Assignment:
Where does "road" appear in the data? Return each line that holds it.

── Records provided

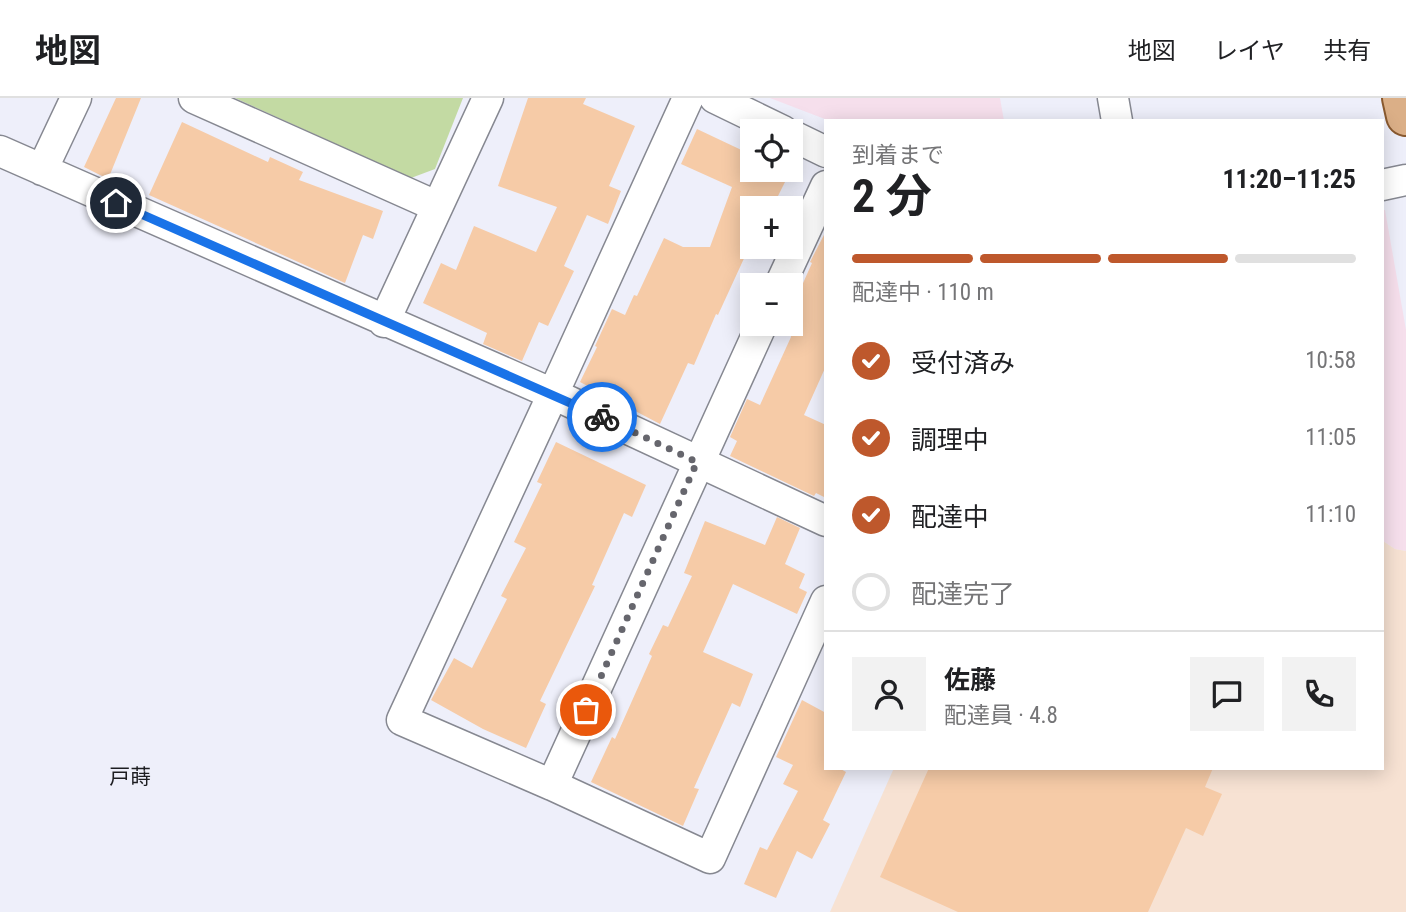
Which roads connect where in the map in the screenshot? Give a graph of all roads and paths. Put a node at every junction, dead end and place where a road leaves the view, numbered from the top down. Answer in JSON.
{"nodes":[{"id":1,"x":76,"y":98,"type":"edge"},
{"id":2,"x":194,"y":98,"type":"edge"},
{"id":3,"x":488,"y":98,"type":"edge"},
{"id":4,"x":688,"y":98,"type":"edge"},
{"id":5,"x":715,"y":98,"type":"edge"},
{"id":6,"x":1113,"y":98,"type":"edge"},
{"id":7,"x":1402,"y":98,"type":"edge"},
{"id":8,"x":1406,"y":116,"type":"edge"},
{"id":9,"x":758,"y":119,"type":"edge"},
{"id":10,"x":1117,"y":119,"type":"edge"},
{"id":11,"x":803,"y":141,"type":"edge"},
{"id":12,"x":824,"y":151,"type":"edge"},
{"id":13,"x":3,"y":160,"type":"edge"},
{"id":14,"x":42,"y":170,"type":"junction"},
{"id":15,"x":1406,"y":180,"type":"edge"},
{"id":16,"x":1384,"y":185,"type":"edge"},
{"id":17,"x":824,"y":190,"type":"edge"},
{"id":18,"x":436,"y":206,"type":"junction"},
{"id":19,"x":786,"y":273,"type":"edge"},
{"id":20,"x":384,"y":321,"type":"junction"},
{"id":21,"x":756,"y":336,"type":"edge"},
{"id":22,"x":553,"y":394,"type":"junction"},
{"id":23,"x":697,"y":462,"type":"junction"},
{"id":24,"x":824,"y":520,"type":"edge"},
{"id":25,"x":824,"y":605,"type":"edge"},
{"id":26,"x":552,"y":785,"type":"junction"}],
"edges":[{"from":1,"to":14,"type":"street"},
{"from":2,"to":18,"type":"street"},
{"from":3,"to":18,"type":"street"},
{"from":4,"to":22,"type":"street"},
{"from":5,"to":9,"type":"street"},
{"from":6,"to":10,"type":"street"},
{"from":7,"to":8,"type":"main road"},
{"from":11,"to":12,"type":"street"},
{"from":13,"to":14,"type":"street"},
{"from":14,"to":20,"type":"street"},
{"from":15,"to":16,"type":"street"},
{"from":17,"to":19,"type":"street"},
{"from":18,"to":20,"type":"street"},
{"from":20,"to":22,"type":"street"},
{"from":21,"to":23,"type":"street"},
{"from":22,"to":23,"type":"street"},
{"from":22,"to":26,"type":"street"},
{"from":23,"to":24,"type":"street"},
{"from":23,"to":26,"type":"street"},
{"from":25,"to":26,"type":"street"}]}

────

The completed task:
Which roads connect where in the map in the screenshot? Give a graph of all roads and paths. Put a node at every junction, dead end and place where a road leaves the view, numbered from the top down. Answer in JSON.
{"from":7,"to":8,"type":"main road"},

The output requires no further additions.